In the records below, count the lines that have "Indiana" and answer with the number alone.

→ Records to use
○ ○ ○ ○ ○

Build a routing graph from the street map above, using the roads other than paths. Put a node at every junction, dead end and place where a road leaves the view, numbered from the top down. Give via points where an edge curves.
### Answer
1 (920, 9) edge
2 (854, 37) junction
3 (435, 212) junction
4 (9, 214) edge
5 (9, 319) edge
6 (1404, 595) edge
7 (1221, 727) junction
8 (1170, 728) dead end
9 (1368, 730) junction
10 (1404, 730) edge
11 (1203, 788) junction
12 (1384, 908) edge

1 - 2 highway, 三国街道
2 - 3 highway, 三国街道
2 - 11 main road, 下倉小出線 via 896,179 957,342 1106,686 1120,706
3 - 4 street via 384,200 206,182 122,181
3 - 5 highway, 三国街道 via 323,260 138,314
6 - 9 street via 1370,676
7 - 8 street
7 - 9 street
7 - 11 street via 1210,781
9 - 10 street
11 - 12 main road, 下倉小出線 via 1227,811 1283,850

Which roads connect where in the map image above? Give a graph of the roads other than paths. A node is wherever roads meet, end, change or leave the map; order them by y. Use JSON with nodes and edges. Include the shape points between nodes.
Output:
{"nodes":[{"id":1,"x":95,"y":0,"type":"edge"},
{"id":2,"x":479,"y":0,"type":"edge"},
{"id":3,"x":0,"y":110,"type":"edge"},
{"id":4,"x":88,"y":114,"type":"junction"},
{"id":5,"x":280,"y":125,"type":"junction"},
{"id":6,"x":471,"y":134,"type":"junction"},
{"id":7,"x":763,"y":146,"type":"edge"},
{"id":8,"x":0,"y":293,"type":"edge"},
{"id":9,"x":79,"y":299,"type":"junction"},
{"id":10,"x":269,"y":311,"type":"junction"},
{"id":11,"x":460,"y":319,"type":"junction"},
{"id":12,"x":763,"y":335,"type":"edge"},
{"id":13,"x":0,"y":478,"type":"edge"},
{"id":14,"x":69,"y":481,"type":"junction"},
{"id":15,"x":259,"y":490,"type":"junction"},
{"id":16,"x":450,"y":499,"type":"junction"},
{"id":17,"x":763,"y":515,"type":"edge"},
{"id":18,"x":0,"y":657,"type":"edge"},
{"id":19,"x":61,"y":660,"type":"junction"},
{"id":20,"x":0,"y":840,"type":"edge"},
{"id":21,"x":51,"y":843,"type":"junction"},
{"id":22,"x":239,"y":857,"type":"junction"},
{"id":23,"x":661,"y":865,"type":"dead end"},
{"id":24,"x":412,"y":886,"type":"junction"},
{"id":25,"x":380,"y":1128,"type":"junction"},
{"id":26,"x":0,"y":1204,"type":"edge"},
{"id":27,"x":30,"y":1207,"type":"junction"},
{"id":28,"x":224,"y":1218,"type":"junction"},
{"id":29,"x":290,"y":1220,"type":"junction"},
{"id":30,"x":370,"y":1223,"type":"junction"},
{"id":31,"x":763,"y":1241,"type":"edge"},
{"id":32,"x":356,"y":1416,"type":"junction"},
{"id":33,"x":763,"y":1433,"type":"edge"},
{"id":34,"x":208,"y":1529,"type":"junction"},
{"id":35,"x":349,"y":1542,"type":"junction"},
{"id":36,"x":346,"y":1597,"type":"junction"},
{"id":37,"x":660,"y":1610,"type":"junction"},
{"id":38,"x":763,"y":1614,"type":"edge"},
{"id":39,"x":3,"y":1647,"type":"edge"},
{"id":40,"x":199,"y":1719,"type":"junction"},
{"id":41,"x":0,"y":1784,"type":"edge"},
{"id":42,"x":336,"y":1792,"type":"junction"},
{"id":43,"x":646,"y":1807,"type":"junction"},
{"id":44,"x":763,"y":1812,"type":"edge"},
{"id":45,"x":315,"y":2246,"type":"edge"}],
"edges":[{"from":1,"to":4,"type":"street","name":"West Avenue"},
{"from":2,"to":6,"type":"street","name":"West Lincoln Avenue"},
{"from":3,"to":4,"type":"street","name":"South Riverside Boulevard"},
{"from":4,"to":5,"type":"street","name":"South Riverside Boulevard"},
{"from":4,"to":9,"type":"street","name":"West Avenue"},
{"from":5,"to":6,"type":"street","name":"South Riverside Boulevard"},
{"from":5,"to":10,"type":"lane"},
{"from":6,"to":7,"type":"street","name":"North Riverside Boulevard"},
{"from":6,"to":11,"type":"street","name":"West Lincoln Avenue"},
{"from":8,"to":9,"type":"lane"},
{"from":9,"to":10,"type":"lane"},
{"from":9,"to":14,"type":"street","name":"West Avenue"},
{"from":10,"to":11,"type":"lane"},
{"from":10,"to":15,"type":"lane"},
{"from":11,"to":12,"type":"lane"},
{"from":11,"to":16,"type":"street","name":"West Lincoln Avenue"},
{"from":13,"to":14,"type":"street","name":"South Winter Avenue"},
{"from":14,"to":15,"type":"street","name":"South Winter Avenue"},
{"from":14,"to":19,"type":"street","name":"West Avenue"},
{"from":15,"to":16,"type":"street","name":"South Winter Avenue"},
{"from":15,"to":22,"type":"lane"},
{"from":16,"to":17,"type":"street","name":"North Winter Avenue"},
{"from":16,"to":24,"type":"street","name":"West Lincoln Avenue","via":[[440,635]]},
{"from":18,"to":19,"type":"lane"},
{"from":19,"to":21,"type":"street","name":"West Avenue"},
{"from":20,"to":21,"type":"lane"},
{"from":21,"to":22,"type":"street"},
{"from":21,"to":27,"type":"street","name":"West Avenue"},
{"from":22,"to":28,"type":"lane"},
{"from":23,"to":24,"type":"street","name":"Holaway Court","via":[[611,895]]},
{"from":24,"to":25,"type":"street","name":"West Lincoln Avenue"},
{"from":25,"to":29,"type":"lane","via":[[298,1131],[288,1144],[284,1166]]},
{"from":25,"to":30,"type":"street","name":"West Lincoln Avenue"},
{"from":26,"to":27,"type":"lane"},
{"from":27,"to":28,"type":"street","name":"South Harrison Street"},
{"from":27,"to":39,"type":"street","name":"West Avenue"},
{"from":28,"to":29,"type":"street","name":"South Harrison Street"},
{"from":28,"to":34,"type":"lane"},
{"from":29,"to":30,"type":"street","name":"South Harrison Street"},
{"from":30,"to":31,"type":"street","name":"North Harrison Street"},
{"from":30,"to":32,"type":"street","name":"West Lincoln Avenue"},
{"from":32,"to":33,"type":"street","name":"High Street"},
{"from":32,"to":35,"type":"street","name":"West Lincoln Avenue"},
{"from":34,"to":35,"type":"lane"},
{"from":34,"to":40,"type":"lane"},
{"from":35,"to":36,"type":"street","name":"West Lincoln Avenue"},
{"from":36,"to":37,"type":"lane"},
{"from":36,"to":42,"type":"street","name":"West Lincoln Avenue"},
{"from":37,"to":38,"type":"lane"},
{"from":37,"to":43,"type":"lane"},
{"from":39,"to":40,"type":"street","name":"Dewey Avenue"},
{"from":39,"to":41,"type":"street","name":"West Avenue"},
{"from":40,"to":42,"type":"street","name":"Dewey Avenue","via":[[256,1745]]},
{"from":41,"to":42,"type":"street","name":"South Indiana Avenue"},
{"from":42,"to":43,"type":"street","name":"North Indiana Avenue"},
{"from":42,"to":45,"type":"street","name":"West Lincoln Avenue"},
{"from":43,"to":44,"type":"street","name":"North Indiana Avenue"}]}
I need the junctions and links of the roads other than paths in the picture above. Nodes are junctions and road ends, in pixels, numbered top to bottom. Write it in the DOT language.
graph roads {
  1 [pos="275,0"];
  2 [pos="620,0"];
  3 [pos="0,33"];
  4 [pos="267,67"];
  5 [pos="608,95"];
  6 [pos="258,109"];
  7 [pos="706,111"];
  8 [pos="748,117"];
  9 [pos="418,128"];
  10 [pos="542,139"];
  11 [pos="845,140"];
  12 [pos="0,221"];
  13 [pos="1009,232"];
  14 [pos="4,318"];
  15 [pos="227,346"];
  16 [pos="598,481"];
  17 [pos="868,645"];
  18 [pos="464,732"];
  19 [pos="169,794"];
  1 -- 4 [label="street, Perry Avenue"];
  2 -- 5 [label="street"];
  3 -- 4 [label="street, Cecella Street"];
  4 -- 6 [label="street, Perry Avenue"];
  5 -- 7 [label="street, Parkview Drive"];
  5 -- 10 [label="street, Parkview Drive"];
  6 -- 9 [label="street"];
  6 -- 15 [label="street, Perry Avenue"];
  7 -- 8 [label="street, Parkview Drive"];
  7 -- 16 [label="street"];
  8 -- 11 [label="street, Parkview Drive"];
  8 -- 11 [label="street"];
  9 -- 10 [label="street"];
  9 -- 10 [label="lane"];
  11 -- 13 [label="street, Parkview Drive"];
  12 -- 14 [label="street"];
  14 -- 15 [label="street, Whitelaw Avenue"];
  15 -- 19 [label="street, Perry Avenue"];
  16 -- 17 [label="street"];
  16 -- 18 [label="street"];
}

○ ○ ○ ○ ○

→ Finished exercise
3